ヒメナの横のモックがこちらを見て笑っている。


「よくやったね…みんな…ありがとう。」


アイズが静かに答える。


「これが仕事ですから。まぁ…メインと二人では正直厳しかった…タカヤが来てくれて助かったよ。

さすが宇宙連合の最終兵器だ…」


メインも小さく頷いた。


「最終兵器ってなんだよ!」


タカヤは笑いそして窓の外を見る…


壊滅した宙帝艦隊…漂う残骸。


「……今回も…たくさん死んだね……」


ウォンが目を伏せる。


「これが…戦争ですね…」


その顔は悲しみに沈んでいた。


艦内放送が鳴る。


「あ、あーあー…全乗組員に次ぐ…」


全員の動きが止まる。


「この戦争で死んだ全ての人に敬礼。」


ノアの乗組員達が一斉に動く。


窓の外、モニターに映る壊滅した艦隊。


敵も味方も関係ない。


全ての死者へ静かに敬礼。


ヒメナがゆっくりと口を開く。


「戦争に正義も悪もない…

どの立場にいても正義を持つ…敵は悪だ…」


少しだけ目を細める。


「ふぅ…戦争ってのは勝った方が正義になる…私達は…私達の正義を守る為に戦い続けなければいけない。」


小さく息を吐く。


「だから…戦争は終わらない。

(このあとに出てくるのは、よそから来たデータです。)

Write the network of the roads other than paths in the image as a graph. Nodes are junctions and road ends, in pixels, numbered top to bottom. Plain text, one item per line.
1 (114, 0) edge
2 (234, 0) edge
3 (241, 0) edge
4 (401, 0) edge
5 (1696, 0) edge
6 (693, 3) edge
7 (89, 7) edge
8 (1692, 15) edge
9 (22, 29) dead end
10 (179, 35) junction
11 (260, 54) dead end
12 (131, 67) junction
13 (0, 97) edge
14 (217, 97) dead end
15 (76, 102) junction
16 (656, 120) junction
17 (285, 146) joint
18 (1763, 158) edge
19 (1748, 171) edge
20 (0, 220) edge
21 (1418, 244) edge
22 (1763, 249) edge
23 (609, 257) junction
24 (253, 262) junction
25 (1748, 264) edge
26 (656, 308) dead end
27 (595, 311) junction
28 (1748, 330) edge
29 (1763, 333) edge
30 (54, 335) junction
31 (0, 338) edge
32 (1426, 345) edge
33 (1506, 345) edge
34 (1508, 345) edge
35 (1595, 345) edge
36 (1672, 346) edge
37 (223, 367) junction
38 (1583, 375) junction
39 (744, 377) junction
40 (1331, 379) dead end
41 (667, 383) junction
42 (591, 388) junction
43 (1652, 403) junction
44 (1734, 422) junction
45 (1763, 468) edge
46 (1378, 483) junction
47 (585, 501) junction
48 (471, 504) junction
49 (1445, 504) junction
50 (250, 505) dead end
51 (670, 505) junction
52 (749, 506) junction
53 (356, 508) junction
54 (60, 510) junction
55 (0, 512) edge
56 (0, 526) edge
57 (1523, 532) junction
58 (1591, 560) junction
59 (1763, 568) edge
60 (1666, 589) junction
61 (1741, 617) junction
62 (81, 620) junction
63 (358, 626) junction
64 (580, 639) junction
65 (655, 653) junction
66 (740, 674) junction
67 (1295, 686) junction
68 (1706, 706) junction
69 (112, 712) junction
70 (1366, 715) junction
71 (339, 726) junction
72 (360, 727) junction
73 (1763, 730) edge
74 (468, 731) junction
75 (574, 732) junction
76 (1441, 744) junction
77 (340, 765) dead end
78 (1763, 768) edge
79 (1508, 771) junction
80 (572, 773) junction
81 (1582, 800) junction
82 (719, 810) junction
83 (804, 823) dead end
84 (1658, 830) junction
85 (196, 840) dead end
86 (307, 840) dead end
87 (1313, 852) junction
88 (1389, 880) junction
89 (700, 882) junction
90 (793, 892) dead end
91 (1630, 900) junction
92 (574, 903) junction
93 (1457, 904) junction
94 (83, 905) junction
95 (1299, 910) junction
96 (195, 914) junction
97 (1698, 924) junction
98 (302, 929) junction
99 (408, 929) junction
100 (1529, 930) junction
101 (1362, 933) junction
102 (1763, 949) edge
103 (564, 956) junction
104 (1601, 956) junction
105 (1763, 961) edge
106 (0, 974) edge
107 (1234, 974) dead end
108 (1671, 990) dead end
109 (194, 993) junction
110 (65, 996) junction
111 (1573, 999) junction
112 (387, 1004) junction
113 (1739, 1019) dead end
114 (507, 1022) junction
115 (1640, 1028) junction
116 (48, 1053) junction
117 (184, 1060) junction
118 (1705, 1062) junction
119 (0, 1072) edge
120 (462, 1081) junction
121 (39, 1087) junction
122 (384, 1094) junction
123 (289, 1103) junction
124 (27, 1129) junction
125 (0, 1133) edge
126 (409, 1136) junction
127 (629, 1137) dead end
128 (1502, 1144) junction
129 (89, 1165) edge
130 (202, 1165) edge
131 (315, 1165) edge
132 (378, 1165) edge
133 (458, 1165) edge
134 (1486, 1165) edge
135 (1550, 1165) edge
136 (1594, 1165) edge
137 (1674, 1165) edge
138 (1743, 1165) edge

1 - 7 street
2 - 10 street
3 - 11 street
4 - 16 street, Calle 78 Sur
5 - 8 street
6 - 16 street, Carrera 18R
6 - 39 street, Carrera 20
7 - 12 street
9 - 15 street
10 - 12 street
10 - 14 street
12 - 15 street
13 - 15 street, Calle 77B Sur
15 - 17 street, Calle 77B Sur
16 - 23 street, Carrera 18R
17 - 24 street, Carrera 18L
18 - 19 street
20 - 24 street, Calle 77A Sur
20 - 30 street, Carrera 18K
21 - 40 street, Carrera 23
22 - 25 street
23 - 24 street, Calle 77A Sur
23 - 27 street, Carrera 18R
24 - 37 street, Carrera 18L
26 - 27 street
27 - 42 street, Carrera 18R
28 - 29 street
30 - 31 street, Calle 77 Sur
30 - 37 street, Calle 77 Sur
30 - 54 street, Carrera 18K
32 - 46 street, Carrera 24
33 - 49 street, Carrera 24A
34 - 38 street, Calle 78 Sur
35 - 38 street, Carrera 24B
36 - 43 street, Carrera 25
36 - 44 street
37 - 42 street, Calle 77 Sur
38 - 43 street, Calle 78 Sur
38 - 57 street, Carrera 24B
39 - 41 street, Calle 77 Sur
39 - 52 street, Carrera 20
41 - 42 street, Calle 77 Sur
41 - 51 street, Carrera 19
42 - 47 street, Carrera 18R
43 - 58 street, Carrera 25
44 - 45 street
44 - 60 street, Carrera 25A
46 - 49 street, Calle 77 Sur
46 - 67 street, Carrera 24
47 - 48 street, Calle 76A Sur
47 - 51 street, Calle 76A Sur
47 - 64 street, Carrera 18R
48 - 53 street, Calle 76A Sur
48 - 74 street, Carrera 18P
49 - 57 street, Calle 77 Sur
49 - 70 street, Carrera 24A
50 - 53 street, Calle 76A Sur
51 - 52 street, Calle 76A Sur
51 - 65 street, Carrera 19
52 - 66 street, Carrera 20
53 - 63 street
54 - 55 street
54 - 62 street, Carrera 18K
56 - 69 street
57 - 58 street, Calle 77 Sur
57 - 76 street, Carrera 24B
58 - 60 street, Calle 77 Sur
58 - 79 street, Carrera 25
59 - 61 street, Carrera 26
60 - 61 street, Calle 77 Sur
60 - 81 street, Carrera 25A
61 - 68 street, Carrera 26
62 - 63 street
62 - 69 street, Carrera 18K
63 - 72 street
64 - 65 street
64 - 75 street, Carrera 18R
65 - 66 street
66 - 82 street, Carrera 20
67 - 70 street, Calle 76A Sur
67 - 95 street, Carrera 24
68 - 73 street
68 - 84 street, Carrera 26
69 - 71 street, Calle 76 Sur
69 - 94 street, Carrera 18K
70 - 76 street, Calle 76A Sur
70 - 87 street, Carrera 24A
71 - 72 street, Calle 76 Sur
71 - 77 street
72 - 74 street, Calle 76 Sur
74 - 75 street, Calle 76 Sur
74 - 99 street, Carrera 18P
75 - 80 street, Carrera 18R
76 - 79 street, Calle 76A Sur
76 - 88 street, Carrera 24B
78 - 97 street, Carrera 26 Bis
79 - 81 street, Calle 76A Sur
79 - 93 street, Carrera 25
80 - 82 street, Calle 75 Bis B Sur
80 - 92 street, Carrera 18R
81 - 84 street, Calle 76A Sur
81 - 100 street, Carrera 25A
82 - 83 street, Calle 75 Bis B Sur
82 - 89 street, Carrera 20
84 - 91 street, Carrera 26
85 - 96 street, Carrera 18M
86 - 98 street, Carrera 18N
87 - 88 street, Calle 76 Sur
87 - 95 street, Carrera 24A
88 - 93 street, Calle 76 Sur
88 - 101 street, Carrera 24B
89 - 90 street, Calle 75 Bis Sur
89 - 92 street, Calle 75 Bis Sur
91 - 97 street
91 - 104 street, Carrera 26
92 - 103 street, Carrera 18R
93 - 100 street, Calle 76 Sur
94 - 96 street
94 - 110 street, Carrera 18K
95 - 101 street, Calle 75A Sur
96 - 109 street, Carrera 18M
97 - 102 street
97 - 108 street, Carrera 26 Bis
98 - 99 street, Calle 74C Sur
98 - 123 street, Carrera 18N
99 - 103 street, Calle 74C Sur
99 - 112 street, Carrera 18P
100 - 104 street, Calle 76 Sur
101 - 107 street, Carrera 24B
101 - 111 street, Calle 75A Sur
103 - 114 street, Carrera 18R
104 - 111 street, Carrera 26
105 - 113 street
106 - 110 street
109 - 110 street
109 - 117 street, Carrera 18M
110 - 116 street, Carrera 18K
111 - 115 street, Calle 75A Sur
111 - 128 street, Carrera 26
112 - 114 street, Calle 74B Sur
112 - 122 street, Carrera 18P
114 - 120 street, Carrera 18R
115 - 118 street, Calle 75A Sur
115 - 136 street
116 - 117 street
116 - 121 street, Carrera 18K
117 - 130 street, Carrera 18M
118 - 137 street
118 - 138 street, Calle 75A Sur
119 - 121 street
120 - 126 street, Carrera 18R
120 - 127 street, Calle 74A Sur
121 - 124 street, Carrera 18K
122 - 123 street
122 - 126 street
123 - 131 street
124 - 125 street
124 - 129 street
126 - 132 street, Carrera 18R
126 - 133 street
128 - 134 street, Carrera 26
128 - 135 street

」


メインがぽつりと言う。


「……悲しいね。」


誰も否定しなかった。


ヒメナが手を叩く。


「さぁ!」


少し明るい声。


「一度、木星に戻ってドックだね!ノアの修理だ!」


「了解!」


艦橋に再び活気が戻る。


宇宙空母ノアは進路を変える。木星宇宙ドックへ。


だがその木星圏には


ユーイ・ロンがいる。


ヒメナ達はその事実をまだ知らない。


ー 木星衛星エウロパ 海中基地 


暗い海の底。


ピピピー


オペレーターが顔を上げる。


「来た…木星圏に高エネルギー反応!」


モニターに映る巨大な影。


「…ノアが来ました!」


その場の空気が張り詰める。


一人の女がゆっくりと立ち上がる。


ユーイ・ロン。


冷たい目でモニターを見つめる。


「ふぅ…来たわね。」


横に立つ部下が小さく頷く。


「ハハハ、ロン様…当たりですね…」


「ふんっ…当たり前よ。ノアがここに来るのは読めてた。」


ゆっくりと振り返る。


「さぁ……気を引き締めましょう…キドウ・ヒメナを殺しますよ…」


その一言で空気が凍る。


部下達が一斉に応じる。


「はい!」


ロンは歩き出す。


「ノアへの潜入は不可能…なら狙いは一つしかありません。」


指を立てる。


「キドウが外に出た瞬間…そこを叩く。仕留めた者には賞品を出す…なんでも好きな事を言え…」


部下達の目が変わる。


ロンは静かに笑った。


「さぁ…始めましょう。」


(ヒメナ先輩…私の決意は固まりましたよ…)


深海の闇の中で暗殺作戦が動き出す。